Work to complete
The data below should be transcribed in full, with no picture included.

Data items
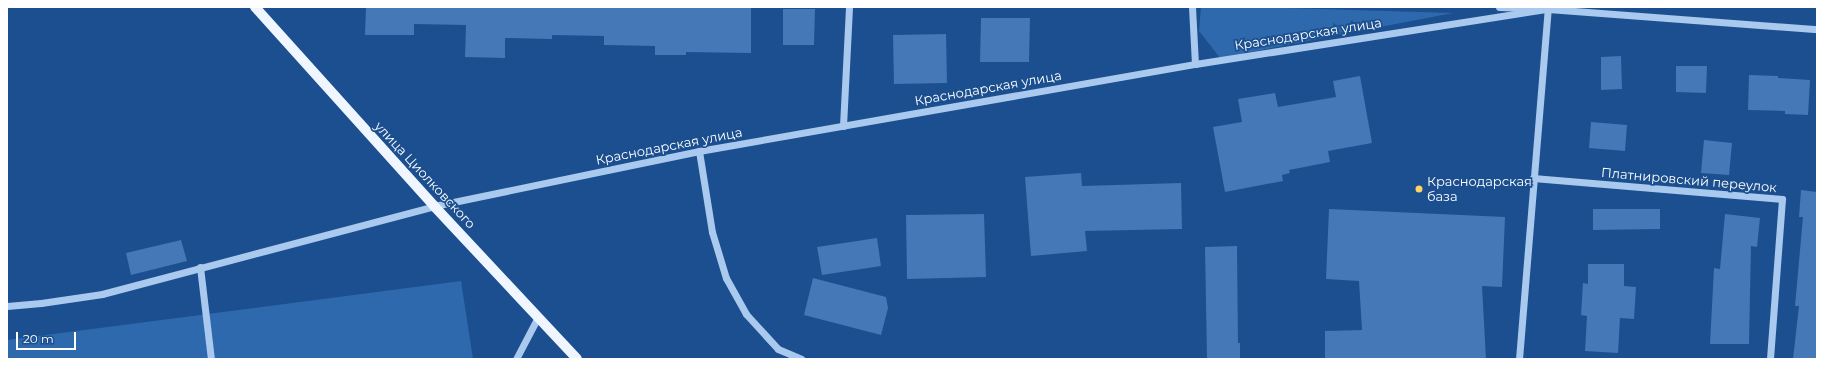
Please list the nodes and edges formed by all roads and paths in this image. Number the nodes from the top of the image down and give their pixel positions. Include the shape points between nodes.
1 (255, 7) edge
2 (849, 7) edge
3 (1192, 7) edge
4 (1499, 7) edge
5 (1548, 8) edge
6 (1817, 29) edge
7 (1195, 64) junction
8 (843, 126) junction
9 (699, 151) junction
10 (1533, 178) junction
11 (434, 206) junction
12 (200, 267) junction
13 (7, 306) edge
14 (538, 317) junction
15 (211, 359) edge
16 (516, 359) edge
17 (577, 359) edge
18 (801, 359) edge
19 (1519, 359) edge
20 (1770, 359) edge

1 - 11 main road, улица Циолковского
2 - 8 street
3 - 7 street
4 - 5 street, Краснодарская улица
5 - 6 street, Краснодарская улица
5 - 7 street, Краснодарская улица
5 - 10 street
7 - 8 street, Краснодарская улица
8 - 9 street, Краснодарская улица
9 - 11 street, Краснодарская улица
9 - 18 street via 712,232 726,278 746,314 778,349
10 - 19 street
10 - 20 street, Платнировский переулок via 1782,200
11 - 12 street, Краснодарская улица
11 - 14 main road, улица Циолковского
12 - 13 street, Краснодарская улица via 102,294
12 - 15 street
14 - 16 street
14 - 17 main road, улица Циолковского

Exercise output
Please list the nodes and edges formed by all roads and paths in this image. Number the nodes from the top of the image down and give their pixel positions. Include the shape points between nodes.
1 (255, 7) edge
2 (849, 7) edge
3 (1192, 7) edge
4 (1499, 7) edge
5 (1548, 8) edge
6 (1817, 29) edge
7 (1195, 64) junction
8 (843, 126) junction
9 (699, 151) junction
10 (1533, 178) junction
11 (434, 206) junction
12 (200, 267) junction
13 (7, 306) edge
14 (538, 317) junction
15 (211, 359) edge
16 (516, 359) edge
17 (577, 359) edge
18 (801, 359) edge
19 (1519, 359) edge
20 (1770, 359) edge

1 - 11 main road, улица Циолковского
2 - 8 street
3 - 7 street
4 - 5 street, Краснодарская улица
5 - 6 street, Краснодарская улица
5 - 7 street, Краснодарская улица
5 - 10 street
7 - 8 street, Краснодарская улица
8 - 9 street, Краснодарская улица
9 - 11 street, Краснодарская улица
9 - 18 street via 712,232 726,278 746,314 778,349
10 - 19 street
10 - 20 street, Платнировский переулок via 1782,200
11 - 12 street, Краснодарская улица
11 - 14 main road, улица Циолковского
12 - 13 street, Краснодарская улица via 102,294
12 - 15 street
14 - 16 street
14 - 17 main road, улица Циолковского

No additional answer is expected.